What the exercise asks
Go through the records, and copy each line in which the string "evenodd" is present.

Materials provided

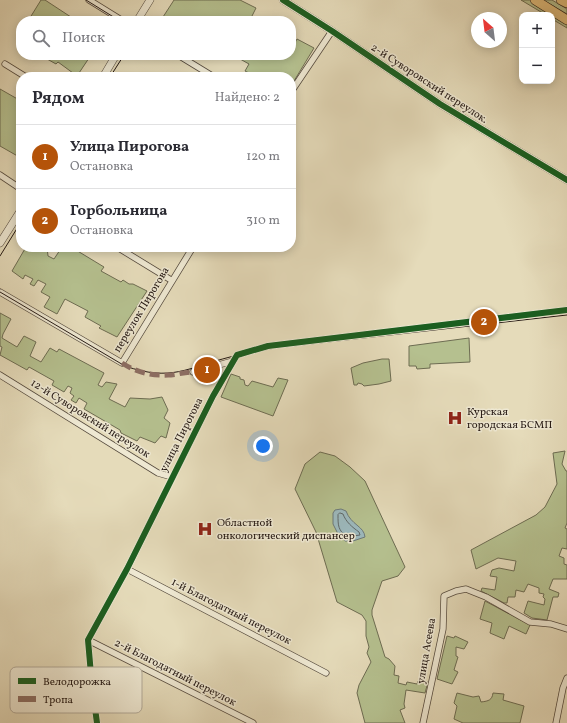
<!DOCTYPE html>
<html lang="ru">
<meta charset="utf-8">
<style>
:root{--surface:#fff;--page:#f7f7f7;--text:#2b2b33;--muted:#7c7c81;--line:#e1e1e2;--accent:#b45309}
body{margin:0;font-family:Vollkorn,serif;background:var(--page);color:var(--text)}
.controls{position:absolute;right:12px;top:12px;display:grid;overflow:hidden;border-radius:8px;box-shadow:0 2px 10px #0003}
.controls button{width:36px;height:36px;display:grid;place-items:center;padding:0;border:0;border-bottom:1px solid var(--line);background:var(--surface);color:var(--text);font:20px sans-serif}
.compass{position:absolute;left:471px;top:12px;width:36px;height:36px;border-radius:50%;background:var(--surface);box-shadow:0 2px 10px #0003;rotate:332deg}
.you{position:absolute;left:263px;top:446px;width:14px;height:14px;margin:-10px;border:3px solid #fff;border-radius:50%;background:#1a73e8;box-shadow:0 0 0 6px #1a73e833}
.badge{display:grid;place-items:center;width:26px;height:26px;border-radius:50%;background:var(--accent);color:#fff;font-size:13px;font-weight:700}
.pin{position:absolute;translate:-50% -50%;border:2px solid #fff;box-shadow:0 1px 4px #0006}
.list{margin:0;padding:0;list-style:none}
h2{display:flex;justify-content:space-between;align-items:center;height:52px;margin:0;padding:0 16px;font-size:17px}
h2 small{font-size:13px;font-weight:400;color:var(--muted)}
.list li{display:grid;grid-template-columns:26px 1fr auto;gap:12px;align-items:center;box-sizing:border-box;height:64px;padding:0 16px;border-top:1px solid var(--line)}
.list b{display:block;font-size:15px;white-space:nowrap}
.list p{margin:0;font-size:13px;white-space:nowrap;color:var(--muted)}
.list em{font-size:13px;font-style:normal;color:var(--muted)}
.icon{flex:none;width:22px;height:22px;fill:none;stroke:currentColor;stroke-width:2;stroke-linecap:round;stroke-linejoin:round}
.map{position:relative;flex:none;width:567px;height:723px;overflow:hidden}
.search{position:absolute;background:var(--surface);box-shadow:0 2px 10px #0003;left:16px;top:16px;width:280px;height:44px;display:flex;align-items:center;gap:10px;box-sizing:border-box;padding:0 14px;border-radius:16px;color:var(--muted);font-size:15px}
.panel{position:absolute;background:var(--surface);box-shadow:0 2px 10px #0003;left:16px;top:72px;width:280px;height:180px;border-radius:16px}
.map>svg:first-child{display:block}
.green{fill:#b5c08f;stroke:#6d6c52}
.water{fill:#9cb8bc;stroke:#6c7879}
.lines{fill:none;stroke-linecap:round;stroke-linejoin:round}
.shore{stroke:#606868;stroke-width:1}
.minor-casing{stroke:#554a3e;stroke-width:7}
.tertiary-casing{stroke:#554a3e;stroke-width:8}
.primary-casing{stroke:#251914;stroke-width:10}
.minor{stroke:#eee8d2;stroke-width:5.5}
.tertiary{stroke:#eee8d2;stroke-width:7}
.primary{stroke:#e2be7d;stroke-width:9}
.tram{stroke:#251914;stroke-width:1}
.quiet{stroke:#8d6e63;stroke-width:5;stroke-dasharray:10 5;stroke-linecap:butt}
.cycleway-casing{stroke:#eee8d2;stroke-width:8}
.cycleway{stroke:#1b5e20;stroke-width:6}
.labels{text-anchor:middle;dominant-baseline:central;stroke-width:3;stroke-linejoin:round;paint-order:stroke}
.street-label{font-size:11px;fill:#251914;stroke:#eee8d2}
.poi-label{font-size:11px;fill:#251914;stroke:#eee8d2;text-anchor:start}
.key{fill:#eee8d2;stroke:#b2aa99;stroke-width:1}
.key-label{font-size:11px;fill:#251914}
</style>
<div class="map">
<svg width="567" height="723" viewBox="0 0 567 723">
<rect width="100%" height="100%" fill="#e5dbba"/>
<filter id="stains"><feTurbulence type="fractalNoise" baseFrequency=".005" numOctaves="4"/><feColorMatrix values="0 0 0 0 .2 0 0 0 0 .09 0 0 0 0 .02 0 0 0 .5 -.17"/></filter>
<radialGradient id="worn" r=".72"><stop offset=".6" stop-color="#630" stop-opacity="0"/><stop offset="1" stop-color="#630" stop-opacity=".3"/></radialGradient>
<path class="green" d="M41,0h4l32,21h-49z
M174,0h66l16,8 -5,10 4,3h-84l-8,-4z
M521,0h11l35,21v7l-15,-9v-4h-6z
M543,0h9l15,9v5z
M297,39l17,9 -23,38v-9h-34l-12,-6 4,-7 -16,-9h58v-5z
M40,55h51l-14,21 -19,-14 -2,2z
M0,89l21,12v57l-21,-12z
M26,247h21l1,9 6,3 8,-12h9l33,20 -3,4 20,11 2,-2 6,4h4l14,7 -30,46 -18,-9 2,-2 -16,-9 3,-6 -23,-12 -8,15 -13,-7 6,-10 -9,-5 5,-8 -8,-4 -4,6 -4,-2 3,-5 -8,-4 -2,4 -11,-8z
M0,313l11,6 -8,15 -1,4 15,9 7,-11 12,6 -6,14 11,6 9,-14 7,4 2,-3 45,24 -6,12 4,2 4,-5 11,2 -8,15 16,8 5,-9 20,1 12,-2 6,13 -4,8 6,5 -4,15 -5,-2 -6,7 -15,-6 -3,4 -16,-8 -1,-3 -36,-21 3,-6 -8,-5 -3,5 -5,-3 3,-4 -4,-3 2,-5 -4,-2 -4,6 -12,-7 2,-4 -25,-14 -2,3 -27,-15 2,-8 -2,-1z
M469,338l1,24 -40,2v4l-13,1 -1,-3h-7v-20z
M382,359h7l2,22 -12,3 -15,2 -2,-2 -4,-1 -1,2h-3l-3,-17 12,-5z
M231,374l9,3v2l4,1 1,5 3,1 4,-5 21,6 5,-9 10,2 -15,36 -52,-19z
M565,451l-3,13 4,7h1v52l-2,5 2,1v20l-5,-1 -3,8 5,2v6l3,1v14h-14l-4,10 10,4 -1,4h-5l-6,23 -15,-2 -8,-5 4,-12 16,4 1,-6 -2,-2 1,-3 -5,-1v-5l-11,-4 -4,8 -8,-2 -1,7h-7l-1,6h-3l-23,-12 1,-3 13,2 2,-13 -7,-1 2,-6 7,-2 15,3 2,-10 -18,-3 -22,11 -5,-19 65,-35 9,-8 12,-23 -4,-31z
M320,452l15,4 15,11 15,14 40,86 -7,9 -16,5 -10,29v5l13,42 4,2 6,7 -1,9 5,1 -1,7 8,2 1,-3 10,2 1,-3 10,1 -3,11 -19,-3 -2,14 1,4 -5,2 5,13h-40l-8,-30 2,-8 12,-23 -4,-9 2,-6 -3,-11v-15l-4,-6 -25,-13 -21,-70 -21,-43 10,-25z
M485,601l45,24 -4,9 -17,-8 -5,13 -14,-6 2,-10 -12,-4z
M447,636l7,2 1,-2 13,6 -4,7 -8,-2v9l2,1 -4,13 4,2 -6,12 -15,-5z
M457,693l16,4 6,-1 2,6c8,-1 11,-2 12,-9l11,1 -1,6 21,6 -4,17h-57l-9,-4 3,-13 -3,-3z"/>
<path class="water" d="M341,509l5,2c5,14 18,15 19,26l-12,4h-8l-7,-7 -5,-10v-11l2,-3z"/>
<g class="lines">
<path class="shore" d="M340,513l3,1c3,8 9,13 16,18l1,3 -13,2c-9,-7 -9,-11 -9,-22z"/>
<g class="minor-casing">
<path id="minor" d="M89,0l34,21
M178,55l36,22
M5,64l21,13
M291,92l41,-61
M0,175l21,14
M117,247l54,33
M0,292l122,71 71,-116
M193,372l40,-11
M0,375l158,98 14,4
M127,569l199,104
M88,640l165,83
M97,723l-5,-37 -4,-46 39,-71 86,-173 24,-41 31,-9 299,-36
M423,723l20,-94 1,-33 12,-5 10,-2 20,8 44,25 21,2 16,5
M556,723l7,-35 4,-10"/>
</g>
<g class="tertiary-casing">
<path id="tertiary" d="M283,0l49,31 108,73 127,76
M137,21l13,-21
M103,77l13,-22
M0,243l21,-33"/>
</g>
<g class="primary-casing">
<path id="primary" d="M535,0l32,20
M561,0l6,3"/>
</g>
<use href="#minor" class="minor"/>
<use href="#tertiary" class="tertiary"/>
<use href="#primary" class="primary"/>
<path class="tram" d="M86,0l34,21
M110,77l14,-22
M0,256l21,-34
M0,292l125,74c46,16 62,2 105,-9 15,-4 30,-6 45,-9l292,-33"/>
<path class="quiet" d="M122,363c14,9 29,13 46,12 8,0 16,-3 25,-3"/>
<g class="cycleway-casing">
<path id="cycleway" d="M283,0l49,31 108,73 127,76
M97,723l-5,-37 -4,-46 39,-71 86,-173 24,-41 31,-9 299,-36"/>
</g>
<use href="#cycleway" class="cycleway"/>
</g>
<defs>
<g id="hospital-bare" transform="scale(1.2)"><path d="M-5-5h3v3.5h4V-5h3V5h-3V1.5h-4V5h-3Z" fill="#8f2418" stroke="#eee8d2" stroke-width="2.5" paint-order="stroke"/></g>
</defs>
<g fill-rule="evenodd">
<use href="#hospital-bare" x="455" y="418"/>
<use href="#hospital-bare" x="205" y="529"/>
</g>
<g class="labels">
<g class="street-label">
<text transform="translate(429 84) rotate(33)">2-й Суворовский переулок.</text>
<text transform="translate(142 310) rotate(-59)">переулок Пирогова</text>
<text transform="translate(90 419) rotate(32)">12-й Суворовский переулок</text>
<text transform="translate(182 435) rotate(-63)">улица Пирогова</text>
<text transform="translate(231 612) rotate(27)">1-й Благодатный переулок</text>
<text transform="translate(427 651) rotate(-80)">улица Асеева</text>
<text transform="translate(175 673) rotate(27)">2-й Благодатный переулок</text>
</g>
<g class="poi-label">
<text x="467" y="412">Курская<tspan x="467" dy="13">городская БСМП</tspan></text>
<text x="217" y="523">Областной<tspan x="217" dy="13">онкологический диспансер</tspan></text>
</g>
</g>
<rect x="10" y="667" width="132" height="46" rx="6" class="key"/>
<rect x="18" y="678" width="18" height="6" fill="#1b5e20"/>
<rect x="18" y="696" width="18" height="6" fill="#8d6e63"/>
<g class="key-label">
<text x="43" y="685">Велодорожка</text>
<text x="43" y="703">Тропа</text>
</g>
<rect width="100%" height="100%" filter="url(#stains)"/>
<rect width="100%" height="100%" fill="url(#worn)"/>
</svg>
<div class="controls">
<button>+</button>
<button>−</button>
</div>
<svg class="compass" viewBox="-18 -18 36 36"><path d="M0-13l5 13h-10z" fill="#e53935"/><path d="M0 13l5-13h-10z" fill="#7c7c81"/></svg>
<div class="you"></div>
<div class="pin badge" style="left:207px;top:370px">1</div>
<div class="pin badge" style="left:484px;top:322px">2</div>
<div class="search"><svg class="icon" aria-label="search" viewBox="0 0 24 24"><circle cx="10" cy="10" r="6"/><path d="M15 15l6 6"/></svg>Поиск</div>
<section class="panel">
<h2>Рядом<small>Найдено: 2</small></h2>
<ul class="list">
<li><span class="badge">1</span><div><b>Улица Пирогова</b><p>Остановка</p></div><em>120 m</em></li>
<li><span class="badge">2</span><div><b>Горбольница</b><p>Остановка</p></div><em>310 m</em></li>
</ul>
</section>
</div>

---

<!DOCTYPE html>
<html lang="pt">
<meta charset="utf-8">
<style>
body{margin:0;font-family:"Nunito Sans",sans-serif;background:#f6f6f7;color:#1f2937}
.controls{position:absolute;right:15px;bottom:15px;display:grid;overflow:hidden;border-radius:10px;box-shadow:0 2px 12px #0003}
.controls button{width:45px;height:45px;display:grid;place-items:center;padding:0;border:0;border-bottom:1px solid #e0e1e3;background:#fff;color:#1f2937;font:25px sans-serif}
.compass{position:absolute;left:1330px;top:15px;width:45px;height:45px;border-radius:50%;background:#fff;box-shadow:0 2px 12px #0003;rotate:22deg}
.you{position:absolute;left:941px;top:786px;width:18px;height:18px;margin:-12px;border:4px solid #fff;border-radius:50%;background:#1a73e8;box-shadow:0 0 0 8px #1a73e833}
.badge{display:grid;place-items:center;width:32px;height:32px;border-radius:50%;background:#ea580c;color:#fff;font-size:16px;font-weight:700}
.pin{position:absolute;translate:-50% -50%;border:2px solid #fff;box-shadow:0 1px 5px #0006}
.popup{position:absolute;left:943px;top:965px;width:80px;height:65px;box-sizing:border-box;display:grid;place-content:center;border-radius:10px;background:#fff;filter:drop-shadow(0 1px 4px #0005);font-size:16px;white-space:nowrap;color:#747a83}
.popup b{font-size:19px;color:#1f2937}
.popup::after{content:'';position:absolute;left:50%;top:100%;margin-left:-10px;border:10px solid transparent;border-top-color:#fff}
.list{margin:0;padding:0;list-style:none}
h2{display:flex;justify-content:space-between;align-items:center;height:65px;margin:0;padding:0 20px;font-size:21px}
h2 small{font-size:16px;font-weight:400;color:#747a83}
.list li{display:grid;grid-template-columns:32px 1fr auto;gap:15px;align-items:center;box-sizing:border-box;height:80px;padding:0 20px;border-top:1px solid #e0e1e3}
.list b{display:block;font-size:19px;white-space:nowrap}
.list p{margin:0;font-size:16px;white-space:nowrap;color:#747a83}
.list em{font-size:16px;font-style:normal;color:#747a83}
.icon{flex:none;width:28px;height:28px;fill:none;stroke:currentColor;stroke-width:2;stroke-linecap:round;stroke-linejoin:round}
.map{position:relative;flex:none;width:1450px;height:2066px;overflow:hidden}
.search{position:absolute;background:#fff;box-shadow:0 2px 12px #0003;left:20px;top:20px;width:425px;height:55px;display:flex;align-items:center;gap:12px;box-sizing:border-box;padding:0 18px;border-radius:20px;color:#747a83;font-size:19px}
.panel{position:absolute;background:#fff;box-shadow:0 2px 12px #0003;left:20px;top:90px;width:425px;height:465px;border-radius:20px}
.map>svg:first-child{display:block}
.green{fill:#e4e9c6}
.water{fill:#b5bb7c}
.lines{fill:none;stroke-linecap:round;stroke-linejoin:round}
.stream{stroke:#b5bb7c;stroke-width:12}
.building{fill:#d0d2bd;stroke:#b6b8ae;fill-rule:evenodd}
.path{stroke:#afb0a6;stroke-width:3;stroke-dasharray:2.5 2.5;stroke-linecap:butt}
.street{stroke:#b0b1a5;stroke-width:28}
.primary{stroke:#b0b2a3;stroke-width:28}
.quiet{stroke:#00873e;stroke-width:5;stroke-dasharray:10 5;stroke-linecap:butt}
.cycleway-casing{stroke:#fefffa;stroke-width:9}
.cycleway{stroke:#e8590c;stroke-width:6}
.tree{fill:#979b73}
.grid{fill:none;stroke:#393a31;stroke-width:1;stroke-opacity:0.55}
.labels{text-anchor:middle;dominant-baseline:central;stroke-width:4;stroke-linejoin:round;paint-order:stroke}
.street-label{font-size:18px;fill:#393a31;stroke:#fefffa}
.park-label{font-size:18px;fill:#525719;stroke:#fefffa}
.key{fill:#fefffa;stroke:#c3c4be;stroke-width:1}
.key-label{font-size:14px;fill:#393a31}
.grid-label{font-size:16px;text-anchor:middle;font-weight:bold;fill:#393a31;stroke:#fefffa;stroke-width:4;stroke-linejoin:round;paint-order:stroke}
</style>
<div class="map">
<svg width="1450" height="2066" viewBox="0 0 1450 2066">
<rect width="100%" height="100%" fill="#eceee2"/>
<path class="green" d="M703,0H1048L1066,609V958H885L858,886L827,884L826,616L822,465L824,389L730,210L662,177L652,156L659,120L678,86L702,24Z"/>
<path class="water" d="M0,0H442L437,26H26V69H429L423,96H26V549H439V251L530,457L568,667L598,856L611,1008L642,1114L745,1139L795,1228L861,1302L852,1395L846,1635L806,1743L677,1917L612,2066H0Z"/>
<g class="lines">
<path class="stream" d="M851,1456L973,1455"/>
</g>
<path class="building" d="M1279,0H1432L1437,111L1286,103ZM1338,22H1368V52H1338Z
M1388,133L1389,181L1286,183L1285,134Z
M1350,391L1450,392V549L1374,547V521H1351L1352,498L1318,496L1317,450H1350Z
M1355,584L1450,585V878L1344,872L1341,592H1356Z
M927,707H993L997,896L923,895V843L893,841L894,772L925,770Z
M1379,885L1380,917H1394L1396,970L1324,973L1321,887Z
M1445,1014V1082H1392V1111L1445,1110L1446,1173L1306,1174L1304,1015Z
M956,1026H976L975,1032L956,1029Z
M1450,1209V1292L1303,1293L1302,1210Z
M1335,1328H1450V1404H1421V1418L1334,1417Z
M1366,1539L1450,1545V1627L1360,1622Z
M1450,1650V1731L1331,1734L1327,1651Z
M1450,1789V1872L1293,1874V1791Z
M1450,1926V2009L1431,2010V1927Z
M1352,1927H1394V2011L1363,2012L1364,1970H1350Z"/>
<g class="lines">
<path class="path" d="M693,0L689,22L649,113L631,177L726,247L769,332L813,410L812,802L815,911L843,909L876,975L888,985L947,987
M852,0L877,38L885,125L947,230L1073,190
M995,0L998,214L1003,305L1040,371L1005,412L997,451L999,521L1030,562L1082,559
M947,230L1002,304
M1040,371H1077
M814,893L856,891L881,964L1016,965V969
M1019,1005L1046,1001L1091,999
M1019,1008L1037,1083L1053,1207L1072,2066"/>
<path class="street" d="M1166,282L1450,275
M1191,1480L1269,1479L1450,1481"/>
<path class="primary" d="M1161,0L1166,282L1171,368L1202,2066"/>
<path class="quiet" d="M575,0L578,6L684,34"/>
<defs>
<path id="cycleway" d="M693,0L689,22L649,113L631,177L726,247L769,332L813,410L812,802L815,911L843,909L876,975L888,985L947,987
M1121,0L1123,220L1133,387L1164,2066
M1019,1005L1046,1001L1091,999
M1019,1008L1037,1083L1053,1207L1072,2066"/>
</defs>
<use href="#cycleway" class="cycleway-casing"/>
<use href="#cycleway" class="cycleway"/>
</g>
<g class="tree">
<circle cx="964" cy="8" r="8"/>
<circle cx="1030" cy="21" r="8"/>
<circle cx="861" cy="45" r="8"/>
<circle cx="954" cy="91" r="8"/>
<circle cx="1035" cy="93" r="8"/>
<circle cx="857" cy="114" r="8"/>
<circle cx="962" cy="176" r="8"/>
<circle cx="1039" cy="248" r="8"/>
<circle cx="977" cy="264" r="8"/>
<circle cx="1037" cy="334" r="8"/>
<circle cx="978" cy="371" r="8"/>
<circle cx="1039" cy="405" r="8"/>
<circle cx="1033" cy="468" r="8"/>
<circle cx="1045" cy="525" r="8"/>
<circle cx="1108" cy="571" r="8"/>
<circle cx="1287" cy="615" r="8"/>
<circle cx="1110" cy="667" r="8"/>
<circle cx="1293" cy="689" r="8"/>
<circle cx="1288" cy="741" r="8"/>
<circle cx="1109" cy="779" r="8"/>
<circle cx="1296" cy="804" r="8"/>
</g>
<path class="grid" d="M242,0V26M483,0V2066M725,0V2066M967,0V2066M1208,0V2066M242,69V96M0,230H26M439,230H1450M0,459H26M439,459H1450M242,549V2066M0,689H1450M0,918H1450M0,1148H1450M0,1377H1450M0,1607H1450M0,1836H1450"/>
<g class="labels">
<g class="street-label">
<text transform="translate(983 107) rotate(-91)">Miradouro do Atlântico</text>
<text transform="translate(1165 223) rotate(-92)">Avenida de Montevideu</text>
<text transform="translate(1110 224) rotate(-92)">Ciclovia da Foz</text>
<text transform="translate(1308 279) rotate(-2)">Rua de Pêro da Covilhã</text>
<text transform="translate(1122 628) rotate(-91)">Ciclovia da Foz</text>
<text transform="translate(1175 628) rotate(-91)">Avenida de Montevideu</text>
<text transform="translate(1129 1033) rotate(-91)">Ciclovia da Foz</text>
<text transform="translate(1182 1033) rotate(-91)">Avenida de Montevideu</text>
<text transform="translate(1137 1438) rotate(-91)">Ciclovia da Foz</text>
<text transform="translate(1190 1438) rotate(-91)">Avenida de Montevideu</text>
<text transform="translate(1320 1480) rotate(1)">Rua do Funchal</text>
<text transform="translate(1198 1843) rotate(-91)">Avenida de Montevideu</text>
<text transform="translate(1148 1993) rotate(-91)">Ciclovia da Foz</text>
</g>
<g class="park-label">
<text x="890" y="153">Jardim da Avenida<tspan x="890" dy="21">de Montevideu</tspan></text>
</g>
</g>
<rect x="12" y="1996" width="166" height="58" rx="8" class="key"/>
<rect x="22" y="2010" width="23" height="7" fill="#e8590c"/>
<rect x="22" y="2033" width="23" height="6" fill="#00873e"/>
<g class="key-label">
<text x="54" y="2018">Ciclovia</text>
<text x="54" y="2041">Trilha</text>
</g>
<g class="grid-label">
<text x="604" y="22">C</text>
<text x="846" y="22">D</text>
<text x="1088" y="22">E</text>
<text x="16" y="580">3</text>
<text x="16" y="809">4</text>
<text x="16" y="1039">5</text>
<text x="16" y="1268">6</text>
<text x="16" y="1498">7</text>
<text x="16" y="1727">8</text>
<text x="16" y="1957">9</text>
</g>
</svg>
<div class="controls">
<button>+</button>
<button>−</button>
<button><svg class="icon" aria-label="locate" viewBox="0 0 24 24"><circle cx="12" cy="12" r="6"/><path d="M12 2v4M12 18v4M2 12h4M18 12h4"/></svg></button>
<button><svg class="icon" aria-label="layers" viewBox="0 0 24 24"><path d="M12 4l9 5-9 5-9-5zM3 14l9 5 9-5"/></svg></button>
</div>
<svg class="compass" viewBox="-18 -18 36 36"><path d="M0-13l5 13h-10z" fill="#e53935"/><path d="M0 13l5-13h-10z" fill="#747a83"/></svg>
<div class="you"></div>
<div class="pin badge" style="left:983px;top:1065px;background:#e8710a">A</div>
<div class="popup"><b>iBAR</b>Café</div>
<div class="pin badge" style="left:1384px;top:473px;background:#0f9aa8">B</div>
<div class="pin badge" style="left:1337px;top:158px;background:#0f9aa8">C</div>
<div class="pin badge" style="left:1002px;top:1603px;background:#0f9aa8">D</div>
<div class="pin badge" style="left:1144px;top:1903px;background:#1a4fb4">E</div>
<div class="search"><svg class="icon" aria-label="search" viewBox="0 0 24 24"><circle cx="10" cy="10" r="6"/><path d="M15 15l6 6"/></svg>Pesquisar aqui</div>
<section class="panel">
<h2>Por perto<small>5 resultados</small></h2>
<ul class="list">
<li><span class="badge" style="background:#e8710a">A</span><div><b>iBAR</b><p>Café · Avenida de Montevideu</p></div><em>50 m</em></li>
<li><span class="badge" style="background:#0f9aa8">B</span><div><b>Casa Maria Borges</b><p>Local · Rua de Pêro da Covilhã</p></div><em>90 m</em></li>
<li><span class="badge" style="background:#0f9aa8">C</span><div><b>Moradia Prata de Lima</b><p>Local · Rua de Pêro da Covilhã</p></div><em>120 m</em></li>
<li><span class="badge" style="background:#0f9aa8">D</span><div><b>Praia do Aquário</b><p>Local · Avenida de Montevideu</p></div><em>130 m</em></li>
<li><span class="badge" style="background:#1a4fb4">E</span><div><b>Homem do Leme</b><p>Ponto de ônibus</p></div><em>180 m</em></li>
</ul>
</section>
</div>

Response below
<g fill-rule="evenodd">
.building{fill:#d0d2bd;stroke:#b6b8ae;fill-rule:evenodd}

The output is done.